- [EXERCISE MATERIAL]:
━━━━━━━━━━

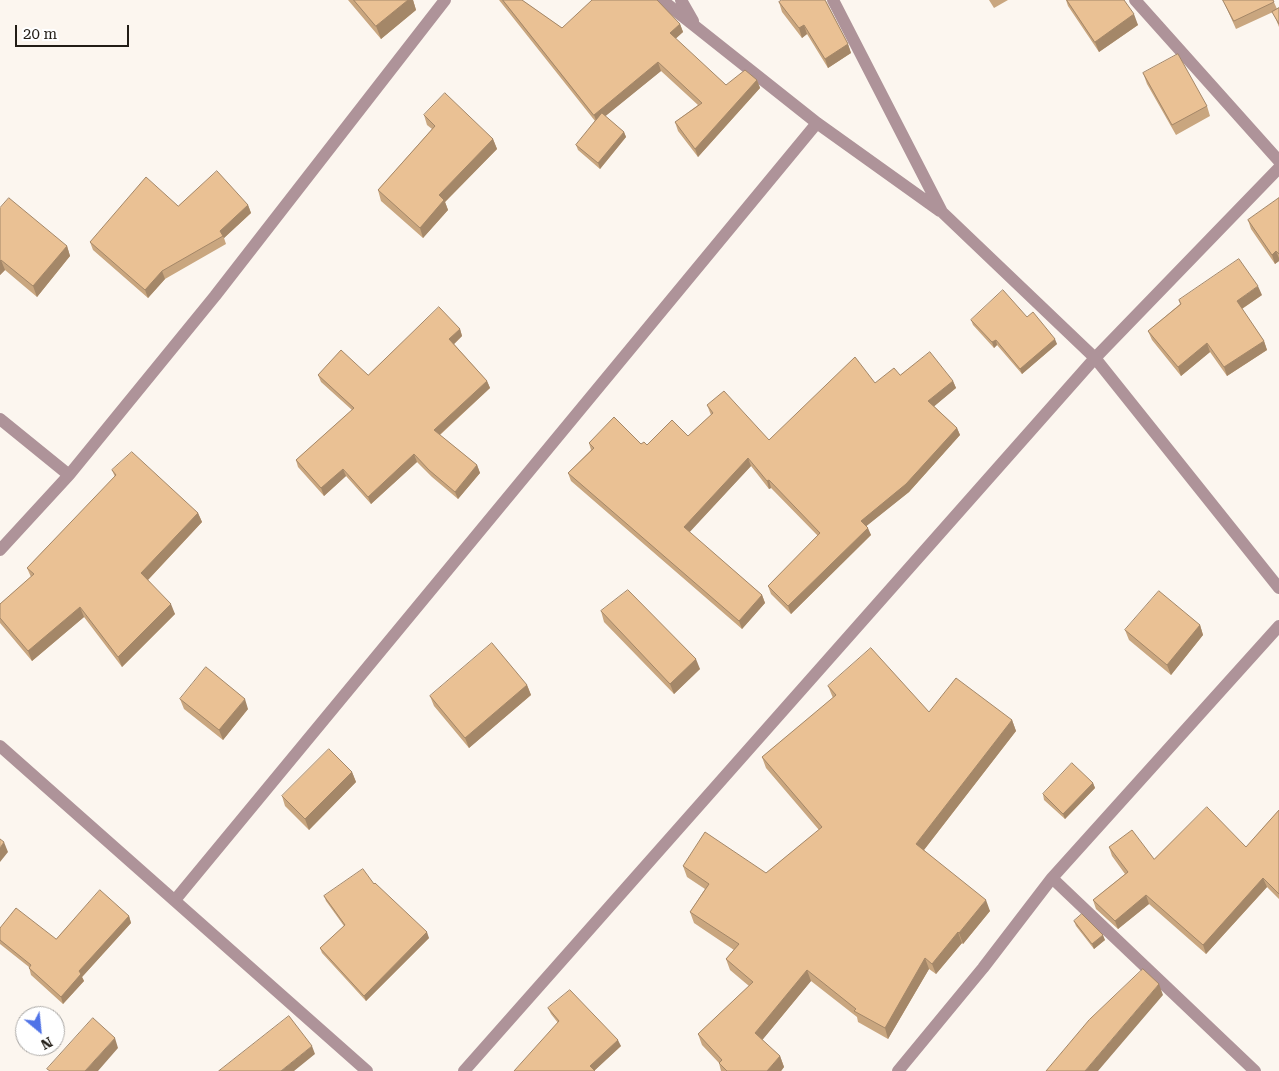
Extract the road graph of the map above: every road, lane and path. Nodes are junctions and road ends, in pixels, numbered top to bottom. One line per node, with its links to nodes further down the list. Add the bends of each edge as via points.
1 (445, 0): 13 (street, via 215,296)
2 (662, 0): 6 (street)
3 (681, 0): 6 (street)
4 (833, 0): 10 (street)
5 (1135, 0): 8 (street)
6 (696, 27): 7 (street)
7 (818, 123): 10 (street); 19 (street)
8 (1279, 161)
9 (1279, 168): 11 (street)
10 (942, 212): 11 (street)
11 (1094, 358): 15 (street); 21 (street)
12 (0, 419): 13 (street)
13 (69, 475): 14 (street)
14 (0, 550)
15 (1279, 588)
16 (1279, 626): 18 (street)
17 (0, 746): 19 (street)
18 (1052, 878): 22 (street); 23 (street)
19 (175, 900): 20 (street)
20 (367, 1071)
21 (464, 1071)
22 (898, 1071)
23 (1255, 1071)

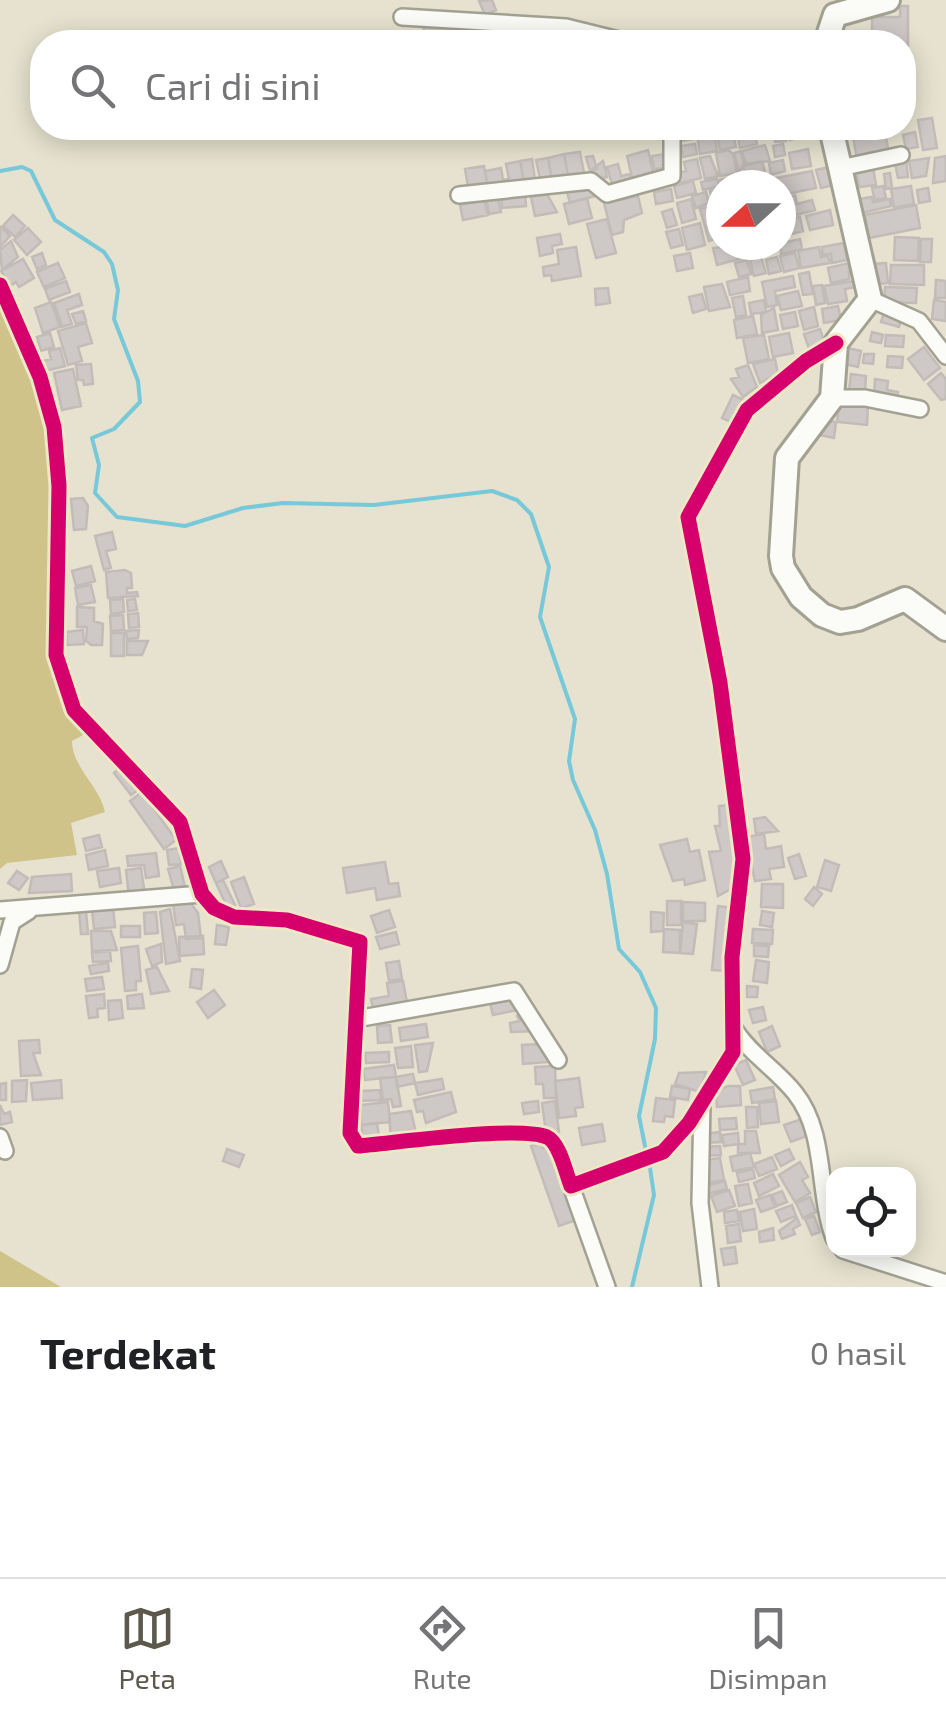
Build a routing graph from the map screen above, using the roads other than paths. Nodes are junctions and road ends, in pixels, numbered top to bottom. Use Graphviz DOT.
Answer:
graph roads {
  1 [pos="888,0"];
  2 [pos="402,17"];
  3 [pos="578,30"];
  4 [pos="830,30"];
  5 [pos="672,140"];
  6 [pos="834,140"];
  7 [pos="901,155"];
  8 [pos="840,168"];
  9 [pos="459,194"];
  10 [pos="0,285"];
  11 [pos="870,299"];
  12 [pos="836,343"];
  13 [pos="946,356"];
  14 [pos="832,398"];
  15 [pos="920,409"];
  16 [pos="946,629"];
  17 [pos="202,894"];
  18 [pos="32,909"];
  19 [pos="0,910"];
  20 [pos="0,966"];
  21 [pos="356,1019"];
  22 [pos="732,1027"];
  23 [pos="558,1060"];
  24 [pos="702,1104"];
  25 [pos="571,1186"];
  26 [pos="826,1198"];
  27 [pos="865,1257"];
  28 [pos="946,1283"];
  29 [pos="607,1287"];
  30 [pos="710,1287"];
  1 -- 4 [label="street"];
  2 -- 3 [label="street"];
  5 -- 9 [label="street"];
  6 -- 8 [label="street"];
  7 -- 8 [label="street"];
  8 -- 11 [label="street"];
  10 -- 17 [label="street"];
  11 -- 12 [label="street"];
  11 -- 13 [label="street"];
  12 -- 14 [label="street"];
  12 -- 22 [label="street"];
  14 -- 15 [label="street"];
  14 -- 16 [label="street"];
  17 -- 18 [label="street"];
  17 -- 21 [label="street"];
  18 -- 19 [label="street"];
  18 -- 20 [label="street"];
  21 -- 23 [label="street"];
  21 -- 25 [label="street"];
  22 -- 24 [label="street"];
  22 -- 26 [label="street"];
  24 -- 25 [label="street"];
  24 -- 30 [label="street"];
  25 -- 29 [label="street"];
  27 -- 28 [label="street"];
}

━━━━━━━━━━

- [WHAT TO WORK ON]: Write out again, exactly, the lines from the start of the listing up to the line containing "Build a routing", with both ends and without pictures.

- [RESULT]:
Extract the road graph of the map above: every road, lane and path. Nodes are junctions and road ends, in pixels, numbered top to bottom. One line per node, with its links to nodes further down the list. Add the bends of each edge as via points.
1 (445, 0): 13 (street, via 215,296)
2 (662, 0): 6 (street)
3 (681, 0): 6 (street)
4 (833, 0): 10 (street)
5 (1135, 0): 8 (street)
6 (696, 27): 7 (street)
7 (818, 123): 10 (street); 19 (street)
8 (1279, 161)
9 (1279, 168): 11 (street)
10 (942, 212): 11 (street)
11 (1094, 358): 15 (street); 21 (street)
12 (0, 419): 13 (street)
13 (69, 475): 14 (street)
14 (0, 550)
15 (1279, 588)
16 (1279, 626): 18 (street)
17 (0, 746): 19 (street)
18 (1052, 878): 22 (street); 23 (street)
19 (175, 900): 20 (street)
20 (367, 1071)
21 (464, 1071)
22 (898, 1071)
23 (1255, 1071)

Build a routing graph from the map screen above, using the roads other than paths. Nodes are junctions and road ends, in pixels, numbered top to bottom. Use Graphviz DOT.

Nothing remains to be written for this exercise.